The input of our method is the In-Phase and Out-of-phase images generated by MR Dixon method. These images capture complementary fat and water information for tissue differentiation. As shown in Fig. 2, for single view 2D U-Net inputs, instead of stacking these two images at the input layer, we keep two independent channels for each of them. In this way, the network can capture features from different MR sequences independently for information enhancement.

2.3 Maxpooling and Hinge-like Huber Loss Function

In order to learn the intensity transformation from MR to CT, a set of registered MR-CT pairs are needed for training. However, it is very difficult to perfectly register MR and CT due to organ deformations, different table sizes, etc. To address this problem, an effective loss function is proposed for the network in Fig. 2. Instead of calculating the voxel-wise intensity differences directly between the output slice and the ground-truth slice, a maxpooling process (Fig. 3(a)) is applied to accommodate the slight misalignment in a translation invariant fashion [12]. A schematic example is presented in Fig. 4. If I₁ and I₂ are perfectly registered, it is easy to learn a consistent mapping function F that maps the intensities of pixel a, b and c to aʹ, bʹ and cʹ, i.e., F(I₁(a)) = I₂ (aʹ), F(I₁(b)) = I₂ (bʹ), F(I₁(c)) = I₂ (cʹ); However, if I₁ and I₂ are not perfectly registered due to deformable or rigid registration errors, it is very difficult to learn a common mapping function that maps the intensities of a, b and c to aʹ, bʹ and cʹ, since the intensity transformation becomes inconsistent.

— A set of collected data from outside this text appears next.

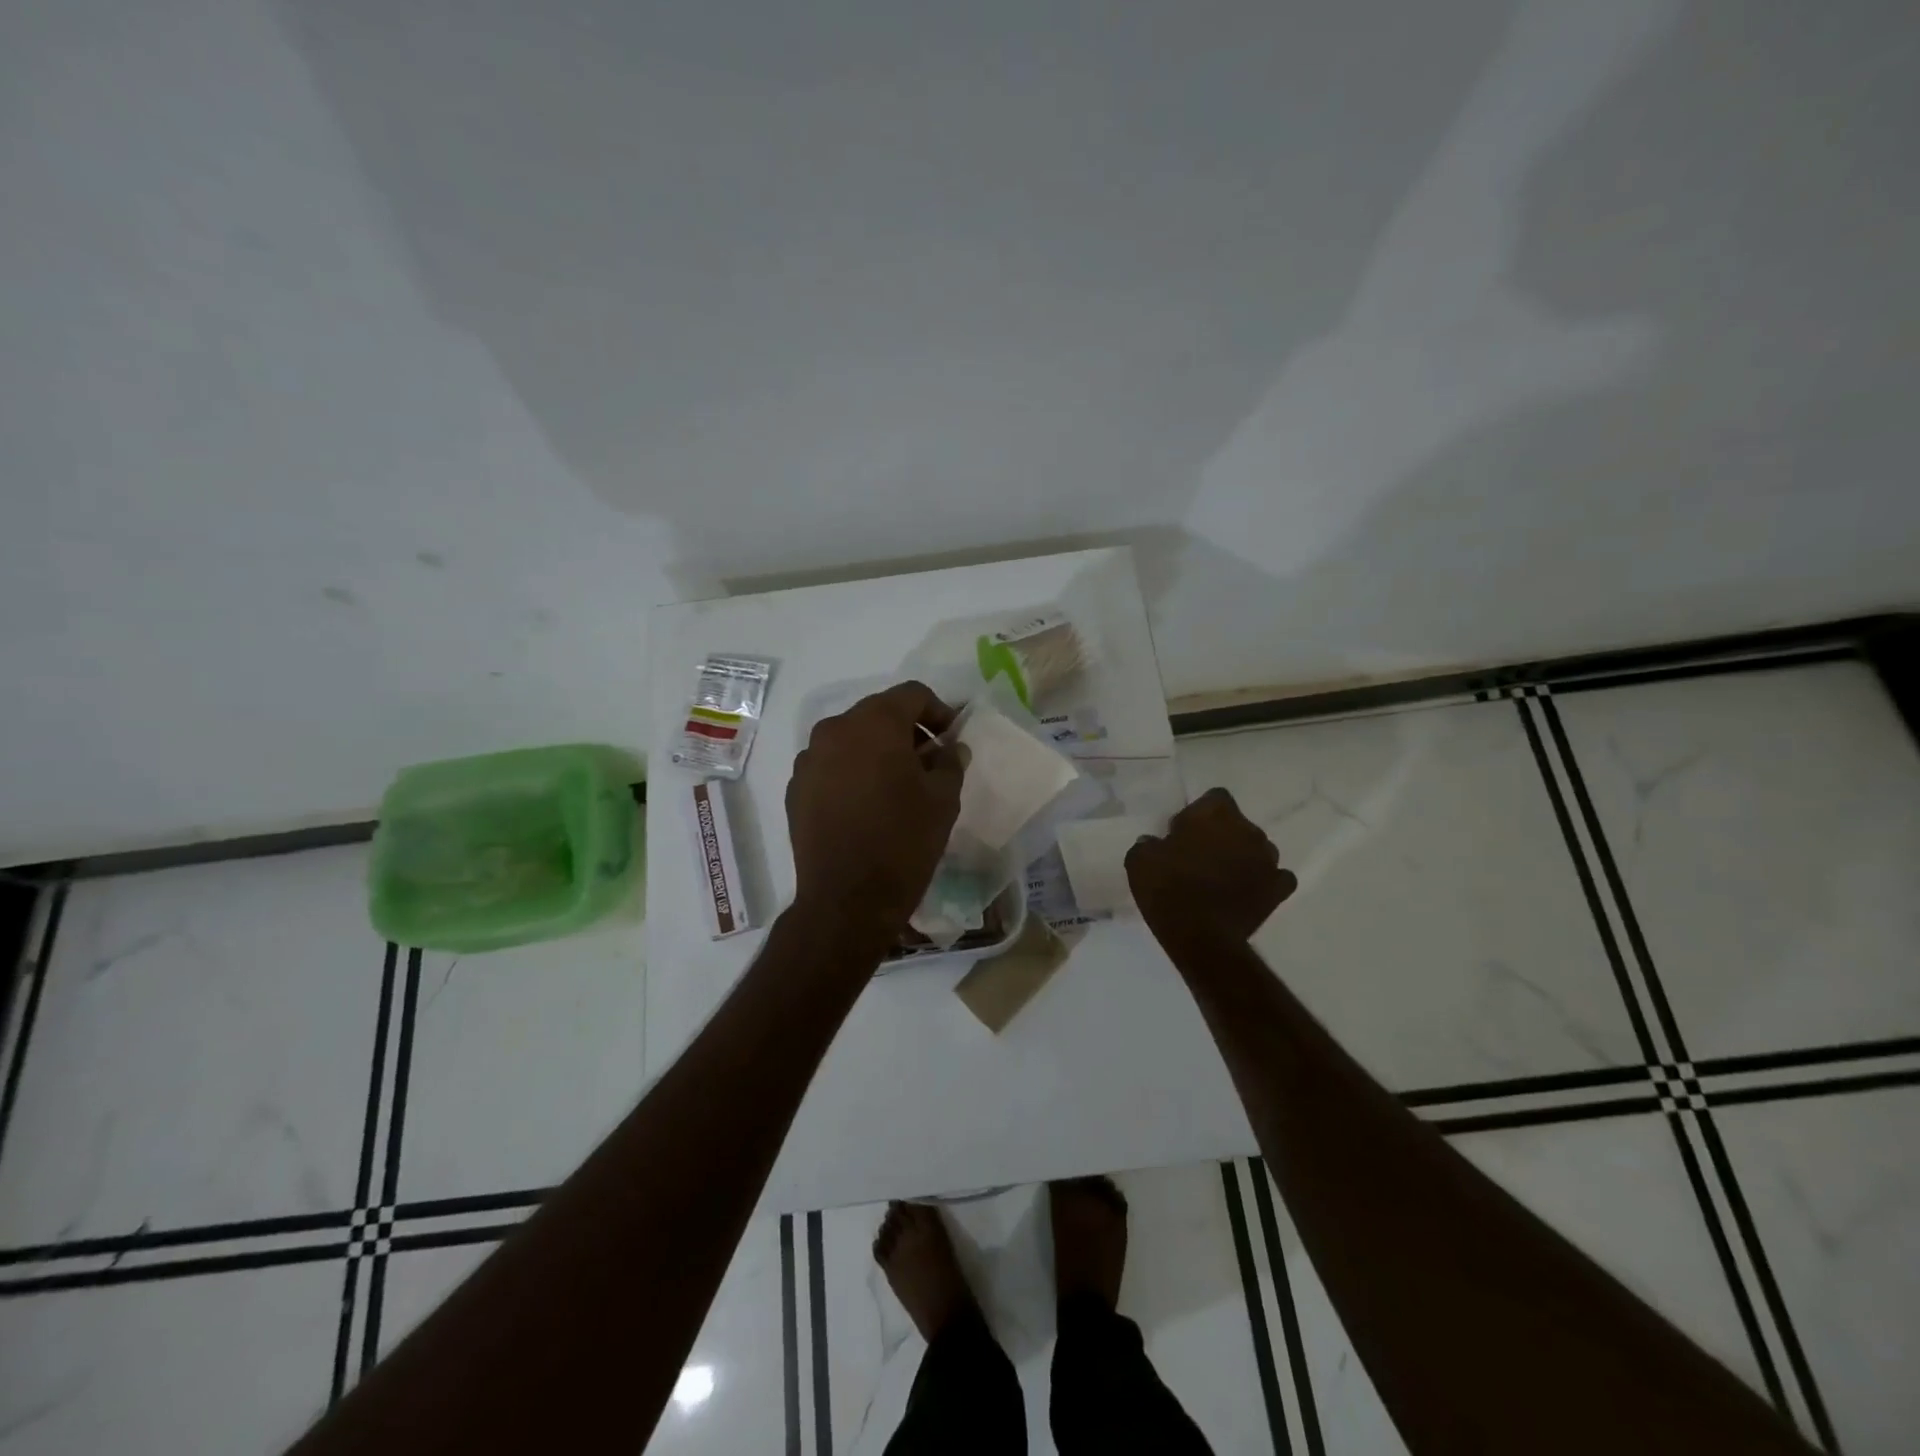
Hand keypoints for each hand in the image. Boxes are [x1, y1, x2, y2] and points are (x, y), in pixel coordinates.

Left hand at [786, 681, 964, 939]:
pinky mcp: (796, 788)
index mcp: (875, 723)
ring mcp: (809, 759)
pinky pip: (830, 765)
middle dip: (906, 730)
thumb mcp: (944, 799)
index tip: (950, 737)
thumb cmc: (904, 841)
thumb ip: (950, 762)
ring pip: (851, 739)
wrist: (848, 899)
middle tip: (928, 760)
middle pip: (878, 713)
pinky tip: (866, 803)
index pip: (912, 694)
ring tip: (896, 783)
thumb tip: (949, 748)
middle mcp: (835, 729)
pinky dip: (851, 771)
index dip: (938, 710)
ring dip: (876, 750)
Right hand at [1126, 787, 1297, 942]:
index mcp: (1214, 814)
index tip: (1183, 833)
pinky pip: (1276, 877)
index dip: (1199, 814)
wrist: (1200, 937)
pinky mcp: (1279, 889)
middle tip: (1199, 857)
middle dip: (1222, 836)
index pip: (1215, 798)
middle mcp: (1247, 829)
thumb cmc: (1167, 889)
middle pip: (1237, 824)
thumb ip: (1151, 843)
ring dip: (1242, 857)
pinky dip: (1263, 882)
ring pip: (1256, 849)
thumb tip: (1157, 843)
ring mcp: (1268, 859)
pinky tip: (1248, 892)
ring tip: (1222, 878)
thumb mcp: (1140, 859)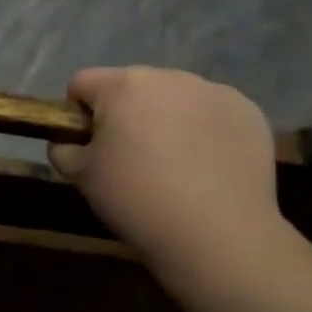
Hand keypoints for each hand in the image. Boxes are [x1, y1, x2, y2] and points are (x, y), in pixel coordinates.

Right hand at [48, 67, 282, 264]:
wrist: (218, 236)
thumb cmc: (137, 200)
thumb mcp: (81, 178)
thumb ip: (63, 149)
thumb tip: (68, 141)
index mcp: (122, 85)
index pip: (83, 83)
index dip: (78, 114)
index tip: (90, 147)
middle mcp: (168, 76)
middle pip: (132, 87)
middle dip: (126, 114)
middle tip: (132, 160)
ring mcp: (213, 91)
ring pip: (174, 97)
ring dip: (167, 119)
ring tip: (175, 166)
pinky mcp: (247, 111)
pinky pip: (213, 112)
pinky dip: (205, 131)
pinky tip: (208, 167)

By adding max-pooling in the loss function, we essentially give some spatial freedom to the mapping function, allowing it to map the intensity to its neighborhood, i.e., F(I₁(a)) = I₂ (aʹ + Δaʹ), F(I₁(b)) = I₂ (bʹ + Δbʹ), F(I₁(c)) = I₂ (cʹ + Δcʹ). Thus, a consistent mapping function can be learned. Note that the max-pooling allows different voxels to have different small Δ, which address the non-systematic registration errors. The hinge-like function is also adopted with Huber loss as the final loss function (Fig. 3(b)), also shown in Eq. (1). It accommodates major loss and ignores minor ones.

$$ L\left( a \right)\, = \,\left\{ {\begin{array}{*{20}c} {0, \left| a \right| < 0.01} \\ {\frac{1}{2}a^{2} , 0.01 < \left| a \right|\, < \,\alpha } \\ {\alpha \left( {\left| a \right| - \frac{1}{2}\alpha } \right), \,otherwise} \\ \end{array} } \right. $$

(1)

where a is the 2D image slice difference between output and ground-truth CT images.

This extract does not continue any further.